An manchen Stellen/Quellen im Internet (FAQs, Infos von Verkäufern, Infos in Foren, etc.) wird genau diese Frage thematisiert.
Dort taucht auch immer mal wieder der Bezug zu einer Stellungnahme des BMI aus dem Jahre 2004 auf. Dort würde sinngemäß stehen, dass bei Beachtung der Verwendungssicherheit (bei Pyromunition nur senkrecht nach oben schießen) anzunehmen sei, dass das Geschoss das Gelände nicht verlassen könne. So eine Information vom BMI käme einer Ausführungsbestimmung gleich.
Dieses Schreiben des BMI habe ich aber leider nirgendwo im Netz gefunden. (Wer es hat, bitte Scannen und in diesem Beitrag posten. Wie gesagt: Ich suche immer die Quellen)
So findet man also im Internet (Foren , Händler, etc.) z.B. folgende Informationen.
- „Da die Flugweite bei einem 40° Schuß mit Geschossen, die Eigenantrieb besitzen, bis zu 100 m beträgt wird man nicht umhinkommen, eine Weide oder sehr große Wiese aufzusuchen. Diese praktische Einschränkung wird aber durch eine Stellungnahme des BMI relativiert. Darin heißt es, daß beim Schießen mit Signalwaffen nur auf Verwendungssicherheit zu achten ist. Für Euch heißt das: NACH OBEN! Das Schießen auf der Straße ist aber nach wie vor nicht gestattet.“
- „Grundsätzlich gilt: Das Schießen pyrotechnischer Munition an Silvester ist auch mit erlaubnisfreien Schreckschusswaffen nur auf dem privaten Grundstück erlaubt – und auch nur dann, wenn die Vorgaben der Verwendungssicherheit, also Schießen senkrecht nach oben und nicht in der Nähe von leicht brennbaren Objekten, eingehalten werden. „“
- „Das Abschießen von pyrotechnischer Munition zu Silvester vom eigenen befriedeten Besitztum oder vom befriedeten Besitztum eines anderen mit Zustimmung des Inhabers des Hausrechts ist frei von waffenrechtlichen Erlaubnispflichten zulässig, wenn es den Vorgaben der Verwendersicherheit (also Schiessen senkrecht nach oben, nicht in der Nähe von leicht brennbaren Objekten, usw.) entspricht.“
- Normaler Weise dürfen Geschosse das Grundstück nicht verlassen (§4, 1a), WaffG).

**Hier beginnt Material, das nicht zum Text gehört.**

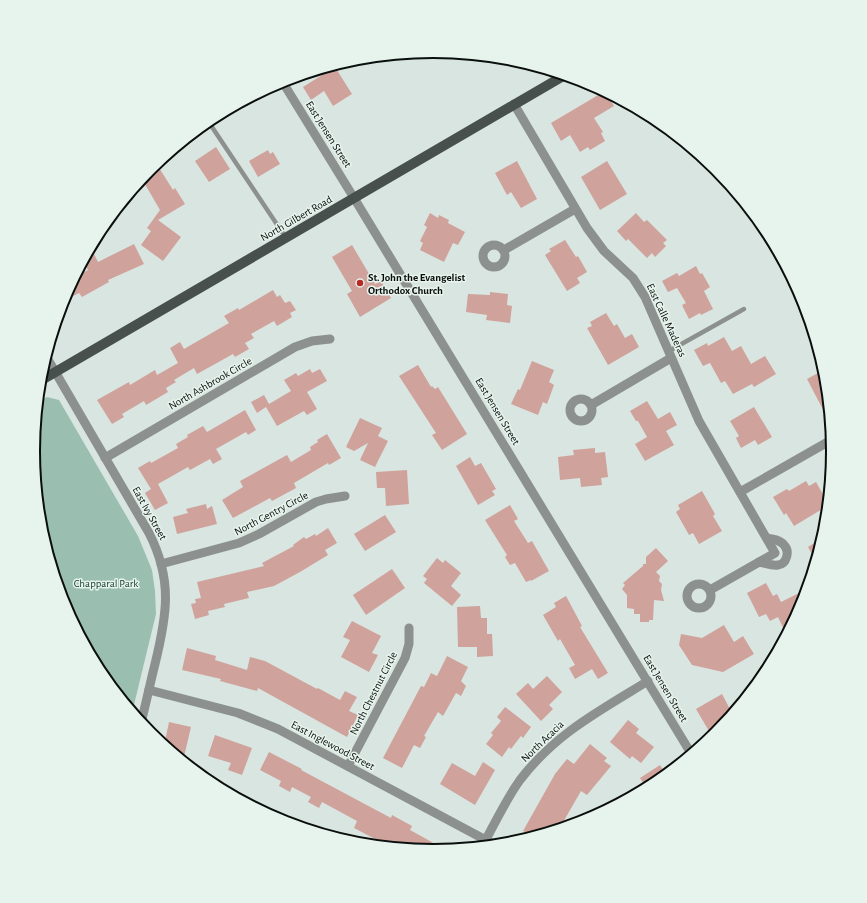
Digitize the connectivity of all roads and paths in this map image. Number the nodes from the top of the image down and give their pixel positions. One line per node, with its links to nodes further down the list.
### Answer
1 (559, 79): 3 (main road, North Gilbert Road)
2 (286, 87): 5 (street, East Jensen Street)
3 (514, 104): 5 (main road, North Gilbert Road); 6 (street, East Calle Maderas)
4 (212, 126): 7 (lane)
5 (354, 198): 7 (main road, North Gilbert Road); 25 (street, East Jensen Street)
6 (575, 209): 8 (street); 11 (street, East Calle Maderas)
7 (286, 238): 13 (main road, North Gilbert Road)
8 (504, 250)
9 (744, 309): 11 (lane)
10 (330, 339): 17 (street, North Ashbrook Circle)
11 (670, 355): 15 (street); 18 (street, East Calle Maderas)
12 (50, 364): 13 (street, East Ivy Street)
13 (55, 372): 14 (main road, North Gilbert Road); 17 (street, East Ivy Street)
14 (48, 376)
15 (591, 405)
16 (827, 443): 18 (street)
17 (105, 458): 22 (street, East Ivy Street)
18 (740, 492): 20 (street, East Calle Maderas)
19 (345, 496): 22 (street, North Gentry Circle)
20 (767, 538): 21 (street, East Calle Maderas); 21 (street)
21 (759, 562): 23 (street, East Calle Maderas)
22 (161, 564): 26 (street, East Ivy Street)
23 (710, 590)
24 (409, 628): 29 (street, North Chestnut Circle)
25 (648, 682): 28 (street, East Jensen Street); 31 (street, North Acacia)
26 (149, 690): 27 (street, East Ivy Street); 29 (street, East Inglewood Street)
27 (143, 716)
28 (689, 750)
29 (348, 766): 30 (street, East Inglewood Street)
30 (481, 842)
31 (485, 842)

Hier kommt aber auch die "Verwendungssicherheit" zum Tragen, die das Abfeuern daheim erlaubt.
Bei der geringen Reichweite von Pyros, dürfte ein Sicherheitsbereich von ca. 30-50m rund um den Schützen ausreichen. Ein Balkon oder der zwei Meter breite Vorgarten sind mit Sicherheit nicht der richtige Abschussort für Pyros!
Wenn ich das als Freizeit-SSW-Nutzer lese, dann hört sich das tendenziell so an, dass es eher kein großes Problem sein sollte, an Sylvester vom eigenen Grundstück aus Pyromunition zu schießen.
Fündig geworden bin ich dann über einen Forenbeitrag. Dort wurde folgende Aussage zitiert:
- „Entscheidend für die entsprechende Freistellung ist gemäß deren Wortlaut allein der Umstand, dass die betreffenden Geschosse das befriedete Besitztum „nicht verlassen können“, so dass es insoweit nicht auf eine zufällige oder sogar „glückliche“ Rückkehr der Geschosse auf das entsprechende befriedete Besitztum, sondern auf ein vom Schießenden auch unter Berücksichtigung widriger Einflüsse (z. B. Neigung Waffe; Wind) von vornherein sichergestelltes entsprechendes Verbleiben der Geschosse ankommt. „
Diese Aussage habe ich dann in der „Allgemeine Verwaltungsvorschrift zum Waffengesetz“ (WaffVwV) gefunden.
Und dort habe ich dann die amtliche Antwort auf meine Frage gefunden.
Interessant ist in dem Zusammenhang die Entstehungsgeschichte des WaffVwV.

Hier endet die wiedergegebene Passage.